Pria Tunawisma ini dan Rekannya Menyiksa Pria yang Memegang Halaman Mereka Semua

MANCHESTER, KOMPAS.com – Seorang pria di Inggris mengalami nasib yang tidak menguntungkan, di mana dia disiksa oleh pasangan tunawisma yang telah dia tinggali.

Korban diikat, lututnya dipukul palu, kakinya dibakar, dan disiksa menggunakan besi oleh duo pecandu narkoba, Michael Rowbotham dan Natalie Wightman.

Pasangan itu juga dikatakan telah mengunci pria yang menyimpan mereka di lemari selama satu jam, kata Pengadilan Manchester Minshull Street.

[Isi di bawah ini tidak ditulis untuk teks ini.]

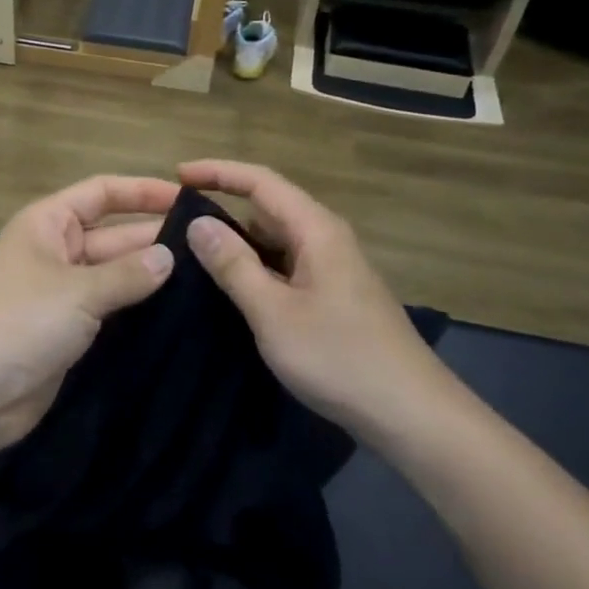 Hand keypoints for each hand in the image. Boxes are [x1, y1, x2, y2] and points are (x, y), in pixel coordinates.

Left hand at [0, 175, 179, 452]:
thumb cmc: (20, 322)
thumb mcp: (78, 292)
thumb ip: (128, 274)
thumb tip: (169, 256)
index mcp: (46, 222)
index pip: (101, 192)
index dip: (143, 191)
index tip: (190, 198)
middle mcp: (53, 250)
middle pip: (111, 233)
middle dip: (153, 237)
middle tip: (209, 246)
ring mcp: (58, 291)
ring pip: (111, 273)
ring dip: (147, 275)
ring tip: (204, 276)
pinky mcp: (64, 329)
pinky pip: (105, 307)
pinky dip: (133, 306)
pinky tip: (173, 309)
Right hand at [178, 160, 457, 442]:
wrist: (412, 415)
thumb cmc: (339, 357)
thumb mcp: (273, 312)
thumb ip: (234, 265)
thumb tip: (198, 223)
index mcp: (317, 230)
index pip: (261, 181)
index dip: (219, 172)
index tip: (177, 174)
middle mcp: (326, 239)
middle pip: (268, 207)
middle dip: (224, 208)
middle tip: (176, 224)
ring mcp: (332, 269)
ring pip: (276, 240)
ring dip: (239, 243)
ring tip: (193, 256)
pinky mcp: (333, 296)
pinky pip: (285, 266)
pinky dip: (256, 269)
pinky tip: (232, 290) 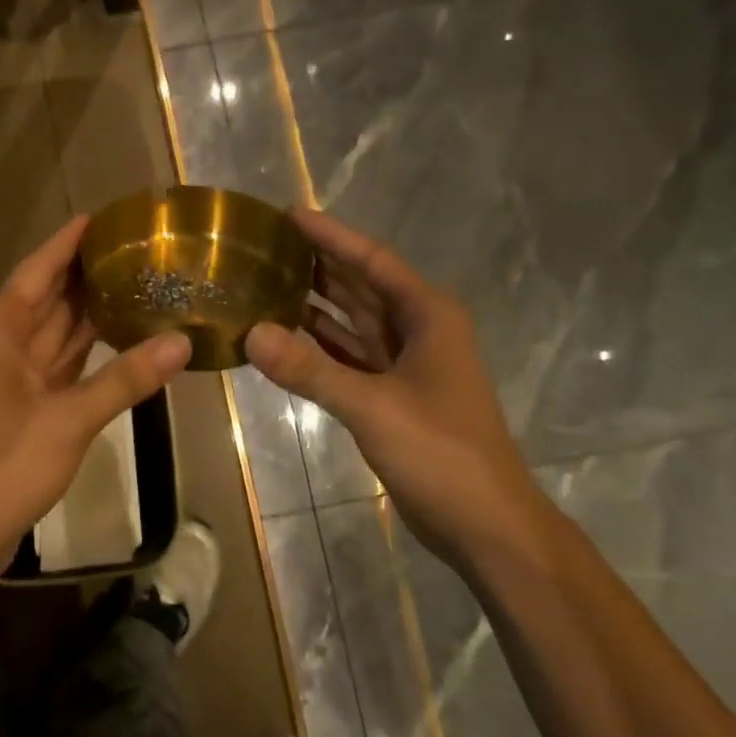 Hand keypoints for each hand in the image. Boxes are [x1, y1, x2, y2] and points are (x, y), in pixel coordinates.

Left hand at [0, 216, 191, 594]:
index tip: (110, 214)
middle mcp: (1, 342)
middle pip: (49, 295)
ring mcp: (10, 376)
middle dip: (89, 273)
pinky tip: (123, 342)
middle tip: (142, 249)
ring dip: (91, 312)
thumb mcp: (69, 418)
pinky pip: (59, 365)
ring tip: (141, 285)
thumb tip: (181, 342)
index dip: (72, 240)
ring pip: (56, 331)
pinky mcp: (22, 407)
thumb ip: (125, 379)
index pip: (40, 267)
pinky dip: (87, 353)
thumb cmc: (1, 463)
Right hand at [246, 209, 546, 566]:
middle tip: (264, 245)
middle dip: (318, 264)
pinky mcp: (391, 395)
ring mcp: (404, 365)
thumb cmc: (440, 452)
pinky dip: (317, 347)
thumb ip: (310, 369)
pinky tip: (282, 338)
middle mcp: (417, 331)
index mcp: (428, 316)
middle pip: (361, 286)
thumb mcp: (373, 406)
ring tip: (263, 282)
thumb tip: (251, 332)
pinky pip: (347, 357)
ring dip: (314, 304)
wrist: (484, 523)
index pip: (372, 261)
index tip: (289, 213)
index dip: (331, 236)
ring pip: (352, 322)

Baca juga: Patung Yesus Tunawisma Dianggap Gelandangan Sungguhan, Warga Panggil Polisi

Semuanya bermula ketika pria tak dikenal itu bertemu pasangan tunawisma pada Januari 2019.

Rowbotham dan Wightman berbagi flat dengan korban dan dilaporkan membeli heroin seharga £ 200, atau sekitar Rp. 3,8 juta.

Jaksa Duncan Wilcox menjelaskan, pada 13 Februari 2019 ketiganya bertengkar, di mana pelaku menuduh korban mencuri narkoba.

Jaksa Wilcox menjelaskan bahwa tersangka menelanjangi korban dan mendudukkannya di kursi, serta mengikatnya dengan kabel.

“Mereka meneriakinya ‘akui, akui’, sebelum memukul lututnya dengan palu dan membakar solnya dengan korek api,” jelas Wilcox.

Pada persidangan seperti dikutip Newsweek Kamis (17/12/2020), korban mengaku terpaksa mencuri narkoba karena mengkhawatirkan nyawanya.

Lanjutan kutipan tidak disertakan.